Read the lines below and count those that have the word "David". Respond with the number only.

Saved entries
################

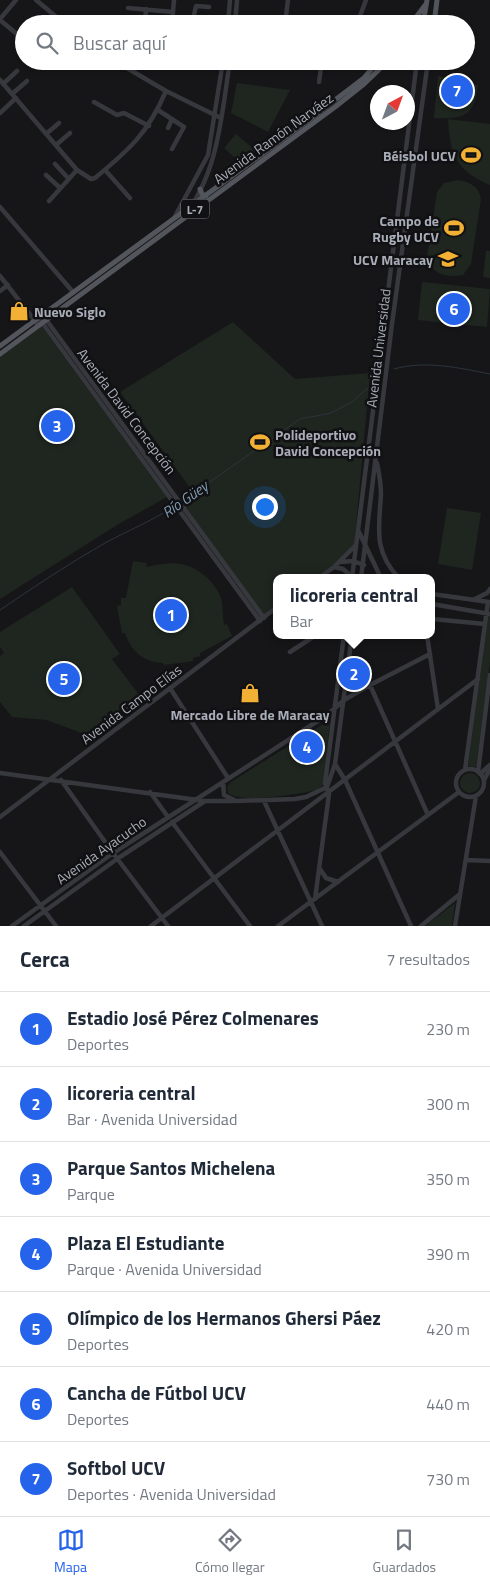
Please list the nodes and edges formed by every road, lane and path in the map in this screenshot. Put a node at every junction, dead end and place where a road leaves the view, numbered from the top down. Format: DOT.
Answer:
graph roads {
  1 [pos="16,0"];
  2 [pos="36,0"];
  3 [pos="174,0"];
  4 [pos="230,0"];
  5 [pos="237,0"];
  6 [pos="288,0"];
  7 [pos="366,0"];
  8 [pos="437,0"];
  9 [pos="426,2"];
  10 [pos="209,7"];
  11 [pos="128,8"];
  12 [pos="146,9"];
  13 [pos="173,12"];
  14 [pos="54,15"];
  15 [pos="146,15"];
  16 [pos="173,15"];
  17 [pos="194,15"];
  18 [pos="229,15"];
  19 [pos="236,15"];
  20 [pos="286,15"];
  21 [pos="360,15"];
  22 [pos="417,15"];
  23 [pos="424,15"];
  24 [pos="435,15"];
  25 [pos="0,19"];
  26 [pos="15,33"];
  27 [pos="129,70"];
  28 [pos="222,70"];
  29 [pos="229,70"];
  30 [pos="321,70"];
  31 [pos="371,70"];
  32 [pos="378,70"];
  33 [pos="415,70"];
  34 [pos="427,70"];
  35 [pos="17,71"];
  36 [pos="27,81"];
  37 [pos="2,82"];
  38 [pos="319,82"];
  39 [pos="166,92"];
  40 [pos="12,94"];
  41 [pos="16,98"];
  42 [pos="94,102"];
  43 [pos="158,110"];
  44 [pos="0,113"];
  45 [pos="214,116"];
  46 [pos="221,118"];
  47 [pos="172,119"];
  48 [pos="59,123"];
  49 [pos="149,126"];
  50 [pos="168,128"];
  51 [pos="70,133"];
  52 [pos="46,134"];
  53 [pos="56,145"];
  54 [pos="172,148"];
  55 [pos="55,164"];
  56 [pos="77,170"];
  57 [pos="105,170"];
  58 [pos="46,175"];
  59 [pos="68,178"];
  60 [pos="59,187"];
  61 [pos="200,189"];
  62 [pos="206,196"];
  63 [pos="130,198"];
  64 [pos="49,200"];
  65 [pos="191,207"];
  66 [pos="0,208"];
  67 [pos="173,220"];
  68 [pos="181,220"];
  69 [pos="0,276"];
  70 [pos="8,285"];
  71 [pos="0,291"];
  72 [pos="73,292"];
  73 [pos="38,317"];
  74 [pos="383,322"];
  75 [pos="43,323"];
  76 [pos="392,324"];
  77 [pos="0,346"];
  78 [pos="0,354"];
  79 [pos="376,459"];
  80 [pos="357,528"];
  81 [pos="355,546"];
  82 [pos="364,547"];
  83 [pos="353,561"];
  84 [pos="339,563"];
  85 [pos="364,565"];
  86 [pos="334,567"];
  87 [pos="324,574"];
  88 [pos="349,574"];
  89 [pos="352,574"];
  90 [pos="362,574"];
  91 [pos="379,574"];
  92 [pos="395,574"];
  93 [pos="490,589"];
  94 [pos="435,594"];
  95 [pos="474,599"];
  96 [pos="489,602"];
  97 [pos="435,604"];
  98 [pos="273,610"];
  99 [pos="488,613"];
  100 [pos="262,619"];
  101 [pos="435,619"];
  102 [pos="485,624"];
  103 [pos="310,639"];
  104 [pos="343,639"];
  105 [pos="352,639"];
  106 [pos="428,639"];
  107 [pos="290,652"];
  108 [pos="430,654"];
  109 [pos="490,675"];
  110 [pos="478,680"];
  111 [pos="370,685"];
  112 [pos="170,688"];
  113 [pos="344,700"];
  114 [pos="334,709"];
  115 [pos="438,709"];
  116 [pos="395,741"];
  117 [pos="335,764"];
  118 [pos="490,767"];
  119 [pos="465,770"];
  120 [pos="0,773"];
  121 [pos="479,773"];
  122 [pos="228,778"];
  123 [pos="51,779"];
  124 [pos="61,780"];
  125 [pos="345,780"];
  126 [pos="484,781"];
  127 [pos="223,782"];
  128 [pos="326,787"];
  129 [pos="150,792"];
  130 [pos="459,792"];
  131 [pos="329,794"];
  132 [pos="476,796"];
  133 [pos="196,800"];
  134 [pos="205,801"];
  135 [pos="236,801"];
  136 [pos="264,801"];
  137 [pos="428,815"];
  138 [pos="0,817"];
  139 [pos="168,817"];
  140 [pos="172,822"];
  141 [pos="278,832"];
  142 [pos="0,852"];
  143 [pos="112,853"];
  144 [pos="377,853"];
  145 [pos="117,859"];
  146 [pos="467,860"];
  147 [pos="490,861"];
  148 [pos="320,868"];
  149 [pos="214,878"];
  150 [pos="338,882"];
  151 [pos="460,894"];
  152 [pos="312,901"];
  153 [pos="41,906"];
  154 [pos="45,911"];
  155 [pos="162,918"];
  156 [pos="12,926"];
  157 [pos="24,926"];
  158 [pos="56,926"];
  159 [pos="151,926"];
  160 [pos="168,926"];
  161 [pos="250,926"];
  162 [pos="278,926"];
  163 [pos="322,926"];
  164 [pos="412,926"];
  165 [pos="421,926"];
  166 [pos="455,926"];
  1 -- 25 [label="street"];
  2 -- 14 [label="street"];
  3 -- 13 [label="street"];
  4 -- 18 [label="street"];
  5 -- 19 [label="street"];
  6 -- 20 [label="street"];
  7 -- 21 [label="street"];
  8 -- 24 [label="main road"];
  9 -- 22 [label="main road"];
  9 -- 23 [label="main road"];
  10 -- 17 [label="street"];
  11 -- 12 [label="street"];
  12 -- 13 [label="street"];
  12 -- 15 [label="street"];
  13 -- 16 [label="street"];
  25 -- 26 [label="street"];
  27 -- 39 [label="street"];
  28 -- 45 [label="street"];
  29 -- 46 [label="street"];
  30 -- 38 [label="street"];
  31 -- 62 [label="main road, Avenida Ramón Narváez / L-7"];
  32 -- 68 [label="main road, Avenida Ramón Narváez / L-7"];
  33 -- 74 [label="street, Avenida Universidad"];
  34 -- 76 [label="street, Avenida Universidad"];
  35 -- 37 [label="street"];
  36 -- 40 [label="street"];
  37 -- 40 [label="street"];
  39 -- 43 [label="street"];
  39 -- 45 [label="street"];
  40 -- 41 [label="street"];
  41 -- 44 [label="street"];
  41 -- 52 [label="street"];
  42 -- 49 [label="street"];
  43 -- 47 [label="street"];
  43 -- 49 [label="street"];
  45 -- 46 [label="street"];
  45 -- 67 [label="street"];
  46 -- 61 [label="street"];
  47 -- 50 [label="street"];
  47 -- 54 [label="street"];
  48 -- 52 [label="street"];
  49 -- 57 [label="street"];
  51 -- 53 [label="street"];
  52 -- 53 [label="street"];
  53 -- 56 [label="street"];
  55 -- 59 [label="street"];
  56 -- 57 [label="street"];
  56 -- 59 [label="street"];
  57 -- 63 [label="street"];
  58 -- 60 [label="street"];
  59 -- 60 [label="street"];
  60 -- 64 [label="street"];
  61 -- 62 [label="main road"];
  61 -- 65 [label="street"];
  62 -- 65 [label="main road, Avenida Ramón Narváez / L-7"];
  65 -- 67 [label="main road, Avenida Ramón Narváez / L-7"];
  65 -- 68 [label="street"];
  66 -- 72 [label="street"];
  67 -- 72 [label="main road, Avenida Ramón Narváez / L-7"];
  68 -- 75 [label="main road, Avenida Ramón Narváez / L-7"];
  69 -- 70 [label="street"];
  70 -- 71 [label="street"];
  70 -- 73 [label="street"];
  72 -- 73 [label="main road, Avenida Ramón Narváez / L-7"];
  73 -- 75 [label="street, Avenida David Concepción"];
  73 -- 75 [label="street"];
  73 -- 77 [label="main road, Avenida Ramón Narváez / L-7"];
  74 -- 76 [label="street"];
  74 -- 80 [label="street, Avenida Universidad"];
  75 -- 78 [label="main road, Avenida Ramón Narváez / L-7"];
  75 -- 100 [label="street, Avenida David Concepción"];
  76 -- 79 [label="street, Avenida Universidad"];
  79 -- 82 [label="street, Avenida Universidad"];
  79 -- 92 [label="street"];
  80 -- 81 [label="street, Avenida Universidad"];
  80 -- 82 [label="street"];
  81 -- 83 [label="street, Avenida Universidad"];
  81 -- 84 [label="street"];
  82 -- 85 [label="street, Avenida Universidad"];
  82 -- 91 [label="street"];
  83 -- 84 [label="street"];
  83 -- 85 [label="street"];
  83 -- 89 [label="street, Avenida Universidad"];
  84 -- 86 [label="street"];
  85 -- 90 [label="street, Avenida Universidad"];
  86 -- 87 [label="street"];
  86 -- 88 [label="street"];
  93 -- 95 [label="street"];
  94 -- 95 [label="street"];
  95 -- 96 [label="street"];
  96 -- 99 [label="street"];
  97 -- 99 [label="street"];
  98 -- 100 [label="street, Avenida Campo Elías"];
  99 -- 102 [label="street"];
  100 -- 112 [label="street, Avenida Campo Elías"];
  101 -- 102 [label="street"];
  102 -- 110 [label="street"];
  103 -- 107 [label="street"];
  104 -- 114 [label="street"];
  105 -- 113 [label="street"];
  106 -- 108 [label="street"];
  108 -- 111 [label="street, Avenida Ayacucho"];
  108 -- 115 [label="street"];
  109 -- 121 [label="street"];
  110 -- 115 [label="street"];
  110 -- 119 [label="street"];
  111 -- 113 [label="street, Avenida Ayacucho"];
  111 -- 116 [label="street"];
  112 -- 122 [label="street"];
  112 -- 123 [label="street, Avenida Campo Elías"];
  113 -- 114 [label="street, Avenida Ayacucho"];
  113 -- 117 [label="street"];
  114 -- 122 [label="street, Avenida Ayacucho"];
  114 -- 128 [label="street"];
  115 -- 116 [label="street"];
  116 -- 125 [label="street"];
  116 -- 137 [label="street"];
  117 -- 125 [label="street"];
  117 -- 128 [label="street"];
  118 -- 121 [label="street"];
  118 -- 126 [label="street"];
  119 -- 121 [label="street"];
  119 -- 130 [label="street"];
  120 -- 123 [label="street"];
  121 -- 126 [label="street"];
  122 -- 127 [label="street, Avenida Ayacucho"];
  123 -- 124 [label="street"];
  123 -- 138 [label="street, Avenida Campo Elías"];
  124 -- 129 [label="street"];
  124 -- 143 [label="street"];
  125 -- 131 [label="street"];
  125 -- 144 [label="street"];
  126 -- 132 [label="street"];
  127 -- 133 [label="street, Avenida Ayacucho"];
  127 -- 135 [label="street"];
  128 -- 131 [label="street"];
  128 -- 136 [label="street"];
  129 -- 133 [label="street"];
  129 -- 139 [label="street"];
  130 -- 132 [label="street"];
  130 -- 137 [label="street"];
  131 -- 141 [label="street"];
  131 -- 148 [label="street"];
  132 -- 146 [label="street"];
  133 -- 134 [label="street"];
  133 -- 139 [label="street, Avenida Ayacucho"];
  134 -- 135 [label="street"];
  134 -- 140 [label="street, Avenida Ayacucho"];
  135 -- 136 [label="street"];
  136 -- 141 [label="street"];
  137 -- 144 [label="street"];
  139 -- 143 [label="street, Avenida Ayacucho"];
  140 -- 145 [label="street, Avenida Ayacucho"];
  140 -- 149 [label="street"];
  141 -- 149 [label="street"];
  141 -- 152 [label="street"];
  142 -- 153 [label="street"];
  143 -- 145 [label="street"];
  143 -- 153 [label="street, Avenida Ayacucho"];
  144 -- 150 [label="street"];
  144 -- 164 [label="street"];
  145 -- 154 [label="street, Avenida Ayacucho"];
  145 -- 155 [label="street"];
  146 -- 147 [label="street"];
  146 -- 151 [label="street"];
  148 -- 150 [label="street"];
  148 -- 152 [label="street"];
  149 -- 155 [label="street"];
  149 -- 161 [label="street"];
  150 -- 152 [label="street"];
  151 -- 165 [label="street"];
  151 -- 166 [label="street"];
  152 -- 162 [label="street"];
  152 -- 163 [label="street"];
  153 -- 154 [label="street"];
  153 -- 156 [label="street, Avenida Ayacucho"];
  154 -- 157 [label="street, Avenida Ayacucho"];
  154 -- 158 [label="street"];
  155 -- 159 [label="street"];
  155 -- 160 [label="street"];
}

################

*RESULT:* 2